Domingo 2º de Cuaresma

LA GLORIA DE JESÚS

Jesús es el Ungido del Padre, como su Hijo bien amado (Mc 9,7), con supremos poderes sacerdotales, reales y proféticos, para realizar así su misión salvadora entre los hombres. En la transfiguración apareció la gloria divina de Jesús. Él es superior a Moisés, el legislador, (Dt 18,18). Él es el gran Profeta, mayor que Elías, con quien conversa en la montaña santa (Mc 9,4) y donde vive el desvelamiento de sus divinos poderes sacerdotales, reales y proféticos.

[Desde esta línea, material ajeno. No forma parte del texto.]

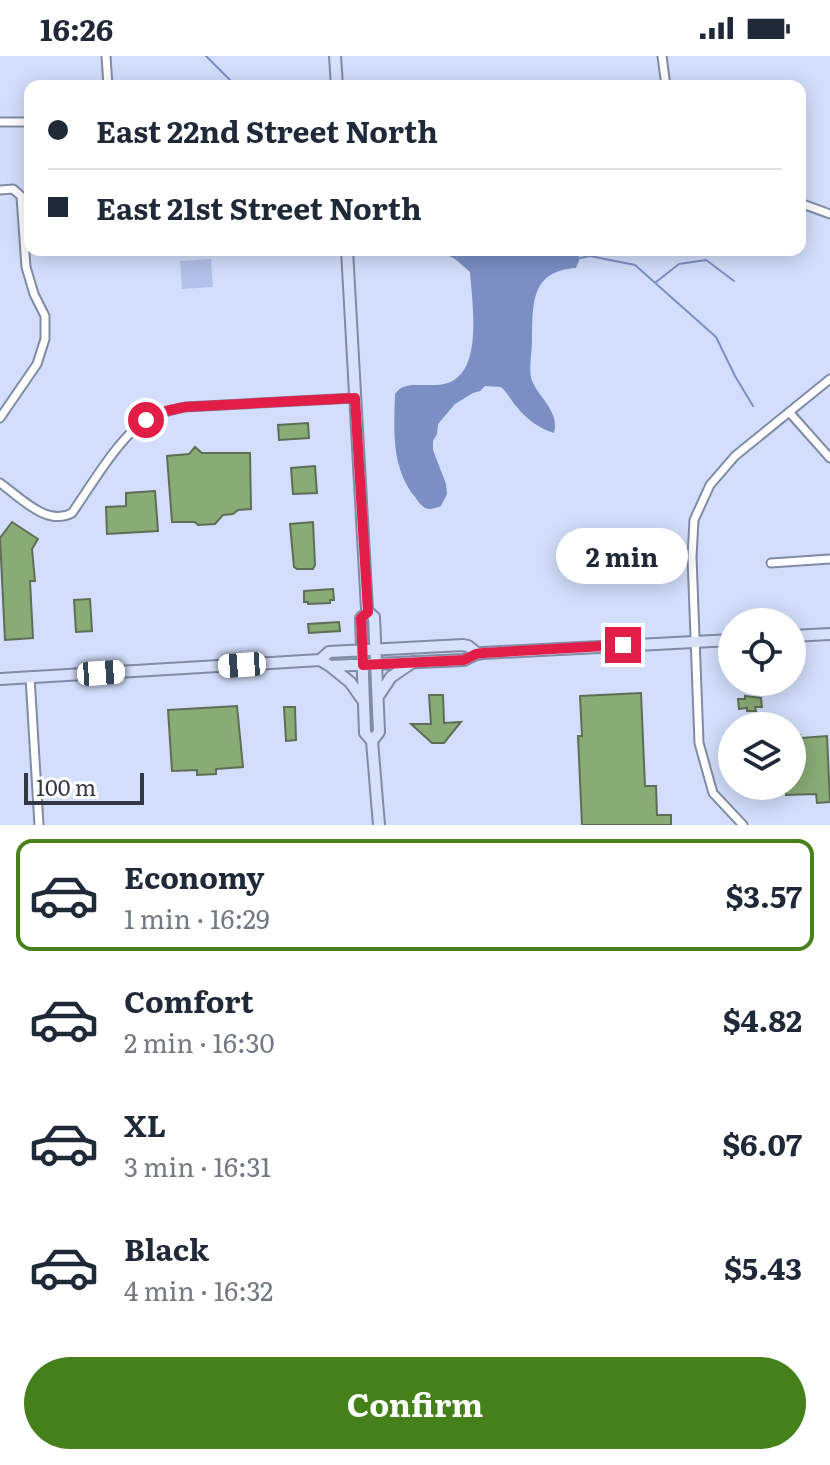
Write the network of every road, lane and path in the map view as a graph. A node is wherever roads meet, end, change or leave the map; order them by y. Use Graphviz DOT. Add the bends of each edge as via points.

Nosotros, que participamos desde el bautismo de la vida de Cristo y de su sacerdocio real y profético, y hemos sido revestidos de Jesús, tenemos que vivir como sacerdotes, profetas y reyes imitándolo y siguiéndolo. No podemos permanecer inmóviles y quietos en el monte (Mc 9,5). Hay que bajar de la montaña (Mc 9,9) para comprometerse con la misión y la suerte de Cristo, Maestro y Salvador de los hombres. A Él el Padre le ha concedido poderes sacerdotales para que realice nuestra redención y se entregue como víctima a la muerte por nosotros (Rm 8,32). El Padre le entregó también poderes reales para resucitar de entre los muertos y estar como Señor de todo a la derecha de Dios (Rm 8,34b), intercediendo por nosotros. Él tiene poderes judiciales para absolvernos de nuestros pecados y para que nadie nos condene (Rm 8,34a).

Gracias a los poderes proféticos de Cristo recibimos una enseñanza salvadora y llena de autoridad, por la cual el Padre nos dice: «Éste es mi Hijo amado; escuchadle» (Mc 9,7). Todos los poderes que recibimos de Cristo han de ser puestos al servicio de Dios, pues Él los reclama para sí, como exigió a Abrahán la entrega de lsaac, el hijo de la promesa (Gn 22,2).

En la entrega a Jesús, el Unigénito de Dios, todos quedamos bendecidos (Gn 22,17) con la fecundidad espiritual, que enriquece a la Iglesia con nuevos hijos de Dios y les da poderes reales, proféticos y sacerdotales para «conquistar las puertas de las ciudades enemigas» (Gn 22,17b) y para vencer las sutiles fuerzas del mal. Como pueblo sacerdotal ofrecemos a Dios un sacrificio de alabanza, invocando su nombre glorioso (Sl 115,17); y como pueblo profético podemos anunciar al Dios que nos justifica (Rm 8,33) y nos da todos los dones de salvación en el Hijo (Rm 8,32).

¡Gracias, Padre, por habernos enriquecido y revestido con los maravillosos dones de tu Hijo Jesús! Ayúdanos para que seamos fieles colaboradores en la misión sacerdotal, profética y regia de Jesús.

«El Pan de la Palabra dánosle hoy» Ciclo B – Ceferino Santos S.J.